İş ve meslek danışmanları konusuna ilişkin bir soru üzerine Bakan Çelik,“ Hizmet danışmanları çok farklı amaçlar ile işe başladılar. Başarı da elde ettiler. Burada bu talebi biz haklı buluyoruz. Kadro imkanı kendilerine sağlandığına göre iş ve meslek danışmanı gibi görev yapan ama o unvandan yoksun olanları bir statüye bağlanmaları işin gereği olarak gereklidir diye düşünüyoruz. Yasal düzenleme konusunda olumlu bakıyoruz. Ama günü saati ile bir şey söyleyemiyoruz” dedi.

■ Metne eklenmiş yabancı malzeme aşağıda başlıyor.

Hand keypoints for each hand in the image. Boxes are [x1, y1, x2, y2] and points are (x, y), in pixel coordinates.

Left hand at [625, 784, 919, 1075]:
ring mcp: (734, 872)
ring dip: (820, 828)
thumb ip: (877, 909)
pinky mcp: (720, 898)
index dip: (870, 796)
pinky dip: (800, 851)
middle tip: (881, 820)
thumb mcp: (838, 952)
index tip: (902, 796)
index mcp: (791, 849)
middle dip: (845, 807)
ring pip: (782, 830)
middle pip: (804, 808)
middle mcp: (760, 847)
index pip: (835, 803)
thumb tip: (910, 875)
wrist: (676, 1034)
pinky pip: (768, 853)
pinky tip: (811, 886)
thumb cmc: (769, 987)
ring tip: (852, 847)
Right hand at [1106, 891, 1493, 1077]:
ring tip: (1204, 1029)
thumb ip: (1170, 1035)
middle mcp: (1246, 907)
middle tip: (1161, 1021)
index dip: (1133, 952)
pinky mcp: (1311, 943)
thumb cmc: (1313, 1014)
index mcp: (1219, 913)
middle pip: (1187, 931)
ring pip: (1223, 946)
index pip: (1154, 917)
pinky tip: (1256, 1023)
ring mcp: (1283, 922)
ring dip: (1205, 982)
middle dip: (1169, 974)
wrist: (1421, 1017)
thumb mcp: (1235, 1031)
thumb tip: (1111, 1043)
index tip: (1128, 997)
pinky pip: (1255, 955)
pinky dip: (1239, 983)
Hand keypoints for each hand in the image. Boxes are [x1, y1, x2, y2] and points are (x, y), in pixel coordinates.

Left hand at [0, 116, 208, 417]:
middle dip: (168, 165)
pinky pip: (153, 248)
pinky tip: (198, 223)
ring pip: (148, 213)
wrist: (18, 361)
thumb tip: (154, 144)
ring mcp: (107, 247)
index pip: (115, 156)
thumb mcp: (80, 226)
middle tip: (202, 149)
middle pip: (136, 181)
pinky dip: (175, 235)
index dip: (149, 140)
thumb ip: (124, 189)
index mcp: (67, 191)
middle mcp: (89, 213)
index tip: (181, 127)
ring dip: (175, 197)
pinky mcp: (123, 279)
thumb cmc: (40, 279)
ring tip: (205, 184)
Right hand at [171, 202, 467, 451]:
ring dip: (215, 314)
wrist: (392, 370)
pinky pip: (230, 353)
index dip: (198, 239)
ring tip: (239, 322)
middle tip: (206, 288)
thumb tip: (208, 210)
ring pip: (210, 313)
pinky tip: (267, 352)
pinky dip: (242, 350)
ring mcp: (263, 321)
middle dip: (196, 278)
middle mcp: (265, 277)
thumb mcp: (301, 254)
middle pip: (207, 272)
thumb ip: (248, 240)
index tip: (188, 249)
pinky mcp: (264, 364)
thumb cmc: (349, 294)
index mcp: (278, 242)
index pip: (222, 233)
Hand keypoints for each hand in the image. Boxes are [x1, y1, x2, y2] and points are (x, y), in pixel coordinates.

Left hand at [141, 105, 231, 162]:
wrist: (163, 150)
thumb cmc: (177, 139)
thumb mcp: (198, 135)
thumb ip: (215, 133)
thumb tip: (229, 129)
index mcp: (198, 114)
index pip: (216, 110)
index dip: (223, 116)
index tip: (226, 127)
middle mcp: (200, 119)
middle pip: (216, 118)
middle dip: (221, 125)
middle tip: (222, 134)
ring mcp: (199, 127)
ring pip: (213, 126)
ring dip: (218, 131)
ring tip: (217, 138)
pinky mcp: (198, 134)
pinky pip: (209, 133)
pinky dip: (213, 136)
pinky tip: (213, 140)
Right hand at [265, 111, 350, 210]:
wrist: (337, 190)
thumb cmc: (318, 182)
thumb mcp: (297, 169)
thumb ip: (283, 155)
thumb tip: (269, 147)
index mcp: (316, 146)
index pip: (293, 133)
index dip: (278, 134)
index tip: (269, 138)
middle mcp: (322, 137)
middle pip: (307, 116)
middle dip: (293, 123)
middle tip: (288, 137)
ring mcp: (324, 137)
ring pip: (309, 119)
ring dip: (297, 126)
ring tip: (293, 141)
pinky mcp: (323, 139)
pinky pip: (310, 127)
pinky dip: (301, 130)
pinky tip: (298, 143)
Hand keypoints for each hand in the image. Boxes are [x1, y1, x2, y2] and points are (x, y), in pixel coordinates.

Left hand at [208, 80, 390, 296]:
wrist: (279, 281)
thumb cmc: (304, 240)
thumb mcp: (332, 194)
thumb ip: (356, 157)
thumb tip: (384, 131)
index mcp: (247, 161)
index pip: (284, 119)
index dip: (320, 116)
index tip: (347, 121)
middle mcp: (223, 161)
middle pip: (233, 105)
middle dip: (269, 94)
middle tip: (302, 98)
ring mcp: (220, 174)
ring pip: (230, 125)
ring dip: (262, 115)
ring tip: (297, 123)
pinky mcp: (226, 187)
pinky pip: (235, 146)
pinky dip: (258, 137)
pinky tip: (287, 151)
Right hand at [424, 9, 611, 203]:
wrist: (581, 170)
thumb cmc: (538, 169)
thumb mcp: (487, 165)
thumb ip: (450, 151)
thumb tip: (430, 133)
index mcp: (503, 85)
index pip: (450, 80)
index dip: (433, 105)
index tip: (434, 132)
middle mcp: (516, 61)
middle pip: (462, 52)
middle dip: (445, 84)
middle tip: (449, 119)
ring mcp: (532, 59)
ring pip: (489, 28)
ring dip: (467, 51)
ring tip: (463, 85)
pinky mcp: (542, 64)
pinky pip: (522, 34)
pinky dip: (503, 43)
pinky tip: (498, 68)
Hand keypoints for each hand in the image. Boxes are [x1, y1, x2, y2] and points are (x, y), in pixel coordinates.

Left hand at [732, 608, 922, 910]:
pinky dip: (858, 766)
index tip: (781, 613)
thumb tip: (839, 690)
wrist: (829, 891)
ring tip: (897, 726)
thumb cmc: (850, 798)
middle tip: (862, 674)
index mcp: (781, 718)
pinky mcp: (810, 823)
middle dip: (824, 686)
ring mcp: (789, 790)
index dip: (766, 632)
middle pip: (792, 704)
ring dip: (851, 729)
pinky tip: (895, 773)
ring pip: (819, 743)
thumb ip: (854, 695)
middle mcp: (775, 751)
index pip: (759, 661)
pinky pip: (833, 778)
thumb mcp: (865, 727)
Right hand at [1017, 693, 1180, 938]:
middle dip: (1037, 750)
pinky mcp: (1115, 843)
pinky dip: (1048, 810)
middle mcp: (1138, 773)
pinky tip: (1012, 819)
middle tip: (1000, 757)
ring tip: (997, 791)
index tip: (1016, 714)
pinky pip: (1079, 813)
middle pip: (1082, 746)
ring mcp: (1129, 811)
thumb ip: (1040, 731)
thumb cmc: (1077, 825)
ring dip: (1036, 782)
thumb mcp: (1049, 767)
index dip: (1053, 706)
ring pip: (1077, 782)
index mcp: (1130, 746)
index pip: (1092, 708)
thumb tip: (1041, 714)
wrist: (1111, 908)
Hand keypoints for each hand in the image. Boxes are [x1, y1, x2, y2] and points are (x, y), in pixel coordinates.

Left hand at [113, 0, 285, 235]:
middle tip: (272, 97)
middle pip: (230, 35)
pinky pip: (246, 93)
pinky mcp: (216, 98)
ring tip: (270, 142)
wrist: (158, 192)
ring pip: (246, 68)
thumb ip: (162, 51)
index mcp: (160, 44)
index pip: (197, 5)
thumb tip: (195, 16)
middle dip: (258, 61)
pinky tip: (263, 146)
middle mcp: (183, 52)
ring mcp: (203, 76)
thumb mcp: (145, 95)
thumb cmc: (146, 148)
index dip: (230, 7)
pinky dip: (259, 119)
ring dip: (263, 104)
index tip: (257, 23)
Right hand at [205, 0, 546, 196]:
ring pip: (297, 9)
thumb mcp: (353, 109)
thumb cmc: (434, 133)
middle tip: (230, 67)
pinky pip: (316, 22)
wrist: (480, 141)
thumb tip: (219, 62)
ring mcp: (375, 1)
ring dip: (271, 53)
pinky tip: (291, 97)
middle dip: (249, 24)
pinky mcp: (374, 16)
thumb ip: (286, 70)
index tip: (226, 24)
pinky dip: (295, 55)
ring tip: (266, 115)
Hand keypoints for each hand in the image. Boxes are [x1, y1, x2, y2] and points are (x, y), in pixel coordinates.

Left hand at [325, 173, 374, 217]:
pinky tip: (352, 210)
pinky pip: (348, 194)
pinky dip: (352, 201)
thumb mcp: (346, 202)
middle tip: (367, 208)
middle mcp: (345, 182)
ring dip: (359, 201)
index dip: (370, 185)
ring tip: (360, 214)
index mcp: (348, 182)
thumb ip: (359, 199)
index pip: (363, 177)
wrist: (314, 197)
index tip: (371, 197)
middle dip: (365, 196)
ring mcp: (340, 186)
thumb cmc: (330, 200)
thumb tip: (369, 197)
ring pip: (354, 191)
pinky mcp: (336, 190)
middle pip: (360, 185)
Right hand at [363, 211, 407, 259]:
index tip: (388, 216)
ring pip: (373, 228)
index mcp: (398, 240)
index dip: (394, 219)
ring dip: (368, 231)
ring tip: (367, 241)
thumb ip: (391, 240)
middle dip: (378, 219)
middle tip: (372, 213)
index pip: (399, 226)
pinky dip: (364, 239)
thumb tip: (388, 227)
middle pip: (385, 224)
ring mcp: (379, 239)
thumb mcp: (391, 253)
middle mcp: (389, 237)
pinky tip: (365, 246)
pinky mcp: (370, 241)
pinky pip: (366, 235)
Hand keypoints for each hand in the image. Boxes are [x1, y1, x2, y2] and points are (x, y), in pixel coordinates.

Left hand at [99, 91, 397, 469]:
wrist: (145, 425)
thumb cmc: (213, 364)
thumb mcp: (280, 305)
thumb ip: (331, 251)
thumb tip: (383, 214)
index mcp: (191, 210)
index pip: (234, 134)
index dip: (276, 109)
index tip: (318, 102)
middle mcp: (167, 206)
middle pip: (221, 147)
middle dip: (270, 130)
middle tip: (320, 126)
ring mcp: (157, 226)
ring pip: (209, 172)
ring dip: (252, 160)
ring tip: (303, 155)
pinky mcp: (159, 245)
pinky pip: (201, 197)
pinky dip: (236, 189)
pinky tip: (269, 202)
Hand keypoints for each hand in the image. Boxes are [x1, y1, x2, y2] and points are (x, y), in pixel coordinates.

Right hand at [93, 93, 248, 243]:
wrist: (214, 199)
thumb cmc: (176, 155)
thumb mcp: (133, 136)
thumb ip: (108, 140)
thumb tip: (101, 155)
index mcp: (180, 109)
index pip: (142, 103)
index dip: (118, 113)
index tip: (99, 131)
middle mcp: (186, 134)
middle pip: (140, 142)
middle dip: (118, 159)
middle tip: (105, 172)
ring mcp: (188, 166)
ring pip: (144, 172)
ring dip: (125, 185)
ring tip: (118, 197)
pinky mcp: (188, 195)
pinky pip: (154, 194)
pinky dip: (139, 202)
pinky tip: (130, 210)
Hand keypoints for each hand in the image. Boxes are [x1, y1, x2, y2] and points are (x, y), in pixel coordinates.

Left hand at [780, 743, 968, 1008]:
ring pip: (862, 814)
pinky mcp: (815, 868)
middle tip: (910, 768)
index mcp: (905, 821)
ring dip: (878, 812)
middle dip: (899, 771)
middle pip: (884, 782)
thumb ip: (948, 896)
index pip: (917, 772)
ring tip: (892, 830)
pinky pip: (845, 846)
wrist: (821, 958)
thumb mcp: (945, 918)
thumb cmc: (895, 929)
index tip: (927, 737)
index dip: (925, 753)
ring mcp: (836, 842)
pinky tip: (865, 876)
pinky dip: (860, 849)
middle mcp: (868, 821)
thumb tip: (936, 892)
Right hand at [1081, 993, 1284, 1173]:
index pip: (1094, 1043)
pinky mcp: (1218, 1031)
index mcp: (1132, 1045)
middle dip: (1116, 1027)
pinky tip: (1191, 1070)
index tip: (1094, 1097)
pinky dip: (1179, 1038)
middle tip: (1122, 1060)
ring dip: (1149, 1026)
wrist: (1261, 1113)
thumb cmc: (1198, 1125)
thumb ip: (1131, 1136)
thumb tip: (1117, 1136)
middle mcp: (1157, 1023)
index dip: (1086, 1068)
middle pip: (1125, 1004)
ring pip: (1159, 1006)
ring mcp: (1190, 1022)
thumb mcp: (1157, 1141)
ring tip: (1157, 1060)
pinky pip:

Kıdem tazminatına ilişkin son durumun sorulması üzerine Bakan Çelik, “ Bizim burada yapmak istediğimiz bir kargaşa ortamı oluşturmak değil. Çalışma ortamını bozmak için değil aksine çalışma ortamını bozan durumları ortadan kaldırmasına yönelik çalışma yapıyoruz. İş yeri kapandığı için tazminatını alamayanlar, iş yeri açık olduğu halde işten çıkarılanların tazminatlarını alamayanlar ve benzeri yargıya konu olmuş yüz binlerce dosya çalışma hayatına ilgili bizde diyoruz yargıya bu kadar ihtiyaç duymayan bir yapı oluşturalım. Yargı ile oluşmuş bir çalışma hayatı bizim beklentilerimizi karşılamaz. Bundan dolayı kıdem tazminatı durumu fon uygulaması olur ise tüm bize gelen bu şikayetler artık işçi iş veren arasında sorun olmasından çıkıyor” diye ifade etti.
Kıdem tazminatı kalkıyor gibi değerlendirmeler yapmak çalışma hayatı açısından haksızlık olacağını dile getiren Bakan Çelik şöyle devam etti:
“Kıdem tazminatı sistemi içerisinde çalışan iki yüz bin kamu işçisi var emekli olana kadar onların tazminatları ile ilgili bir düzenleme yok mevcut sistem de kalmak isteyenler kalabilirler. Özel sektörde çalışanlar biz memnunuz bu işten kıdem tazminatı sisteminde kalmak istiyoruz diyorlarsa kalabilirler ama sistemin sıkıntıları var bu sıkıntıları gidermek için muhtemel yargıya konu olacak sıkıntıları bertaraf etmeye dönük bir düzenleme teklif ediyoruz. Uzlaşırsak eyvallah uzlaşamazsak artık itilaflarla yaşanmaya devam eder. Ama bir gün çözüm konusunda masaya itilaflar büyüdüğü zaman çok daha rahat bir şekilde otururlar. Biz ön almaya çalışıyoruz, bu sorunu önden çözelim anlayışıyla değerlendiriyoruz umarım uzlaşılır sağlıklı bir şekilde çalışma hayatı devam eder. Uzlaşılmazsa mahkeme önlerinde dosya sayısı daha çok devam eder.”
Bakan Çelik, “Çalışma grubu ile önümüzdeki hafta yoğun programlarımızı da gündeme alarak en uygun günü ayarlayarak nihai kararı vereceğiz. Biz de sonuçlandırmak istiyoruz. Uzlaşmak istiyoruz. Amacımız bugün var olan sorunları çözmek” diye konuştu.